New novel by Agnès Martin-Lugand: love, stronger than anything

Signing this year her tenth novel in ten years, the talented Agnès Martin-Lugand let herself be carried away by the great emotions that accompany the strong moments of life - love, death, great passions, the losses of which it is difficult to recover – to write La Déraison.

New novel by Agnès Martin-Lugand: love, stronger than anything

Signing this year her tenth novel in ten years, the talented Agnès Martin-Lugand let herself be carried away by the great emotions that accompany the strong moments of life - love, death, great passions, the losses of which it is difficult to recover – to write La Déraison. This powerful novel, which does not leave anyone indifferent, imposed itself on her, as if the time had come to tell the story of Madeleine and Joshua.

A woman who is at death's door. A man who no longer wants to live. The story begins steeply. However, they are there, both, to confide their history, their evils, their sorrows, their demons and especially the mad love. A love that unites, that inspires, that saves as much as it has been able to demolish and separate.

Agnès Martin-Lugand, in an interview, speaks with emotion of this novel which went to seek her, deeply.

“When I started thinking about the novel, death immediately lurked. There was a form of evidence. For my tenth novel, I talk about death, about a character who was going to die. I talked about death in all my novels, but I had never found myself in this situation, to die with my character. When I found out that Madeleine was condemned to die, it was as if we were both going to die. I lived it like that. But at the same time, with this quest for peace and truth, when she closes her eyes.

Agnès Martin-Lugand is of the opinion that we should not be afraid to talk about death. "Death is part of life. Don't be afraid to talk about it. You have to be able to face your anxieties. Try it anyway."

And then, very quickly, she said to herself that it was necessary to put beauty in death.

“I wanted to put some beauty in Madeleine and Joshua's life, even then. There are no details about her illness: it was necessary to show the beautiful moments she saw, during the last moments of her life, with her daughter and with her lifelong lover.

A serenity

The intensity of the end-of-life emotions she describes is strong.

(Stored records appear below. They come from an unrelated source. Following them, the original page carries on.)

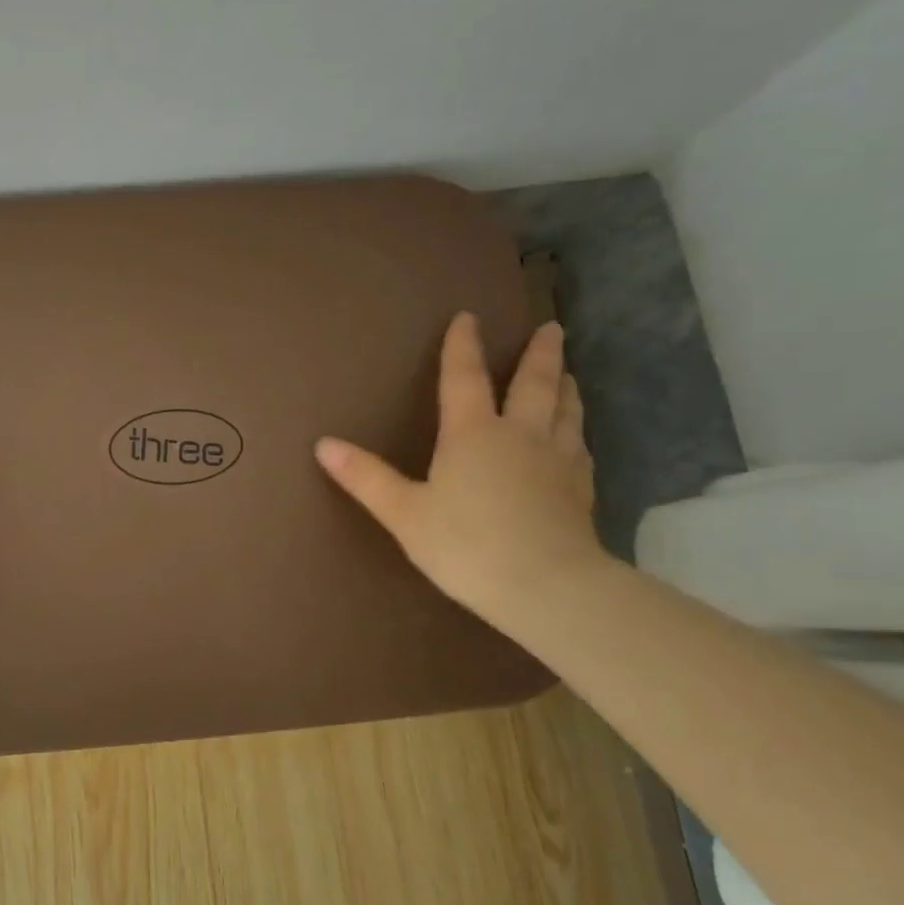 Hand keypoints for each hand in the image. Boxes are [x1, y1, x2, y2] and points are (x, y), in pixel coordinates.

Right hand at [315, 313, 602, 622]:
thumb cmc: (466, 545)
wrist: (548, 587)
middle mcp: (519, 435)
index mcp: (472, 434)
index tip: (468, 317)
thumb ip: (365, 477)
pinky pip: (580, 447)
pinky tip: (578, 438)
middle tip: (551, 328)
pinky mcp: (581, 490)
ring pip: (565, 411)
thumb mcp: (403, 512)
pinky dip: (576, 431)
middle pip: (533, 384)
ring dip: (564, 387)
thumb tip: (322, 444)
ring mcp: (557, 461)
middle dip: (539, 355)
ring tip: (567, 373)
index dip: (463, 346)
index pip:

“Amazingly, I was very calm during the whole writing. We always suffer when we write, but I was completely carried away by Madeleine and by Joshua. I was serene, at peace. I didn't have any panic attacks while writing, because I had to write this novel. It allowed me to put down on paper my own anxieties and my own obsessions in relation to death.

She says that La Déraison is her most personal novel and the one that most resembles her.

“Thanks to Madeleine, I was able to write about my anxieties about what happens when you die, how you experience things, how you say goodbye to loved ones. Death, I think about it a lot, and I think it worries me a lot less since I wrote this novel.

“To have been able, it is the culmination of the work that I put for all these last years in my writing. Always, I try to set myself new challenges, to always go further in the psychology of my characters and to focus on that.

She continues. “I think it is also a form of maturity and that all my previous novels have allowed me to open up in this way in this novel. To let my unconscious speak. To never censor myself in my writing and to approach, on the one hand, death, and on the other hand, the madness of love.

“Despite the tears, the cries, the dramas that ended up separating us, these were the best years of my life, devoted passionately to love and music. Joshua, thanks to his name, was already in the harem, he made sure that I was heard playing, without revealing our connection, before I obtained recognition. He knew that I would refuse the privileges that his parentage could give me. He respected me for this choice. Thanks to him, I had become proud, and I had finally granted a place to my ego. I passed the test of fire. I was quickly recognized for my talent, and not for the couple I formed with him. I existed on my own."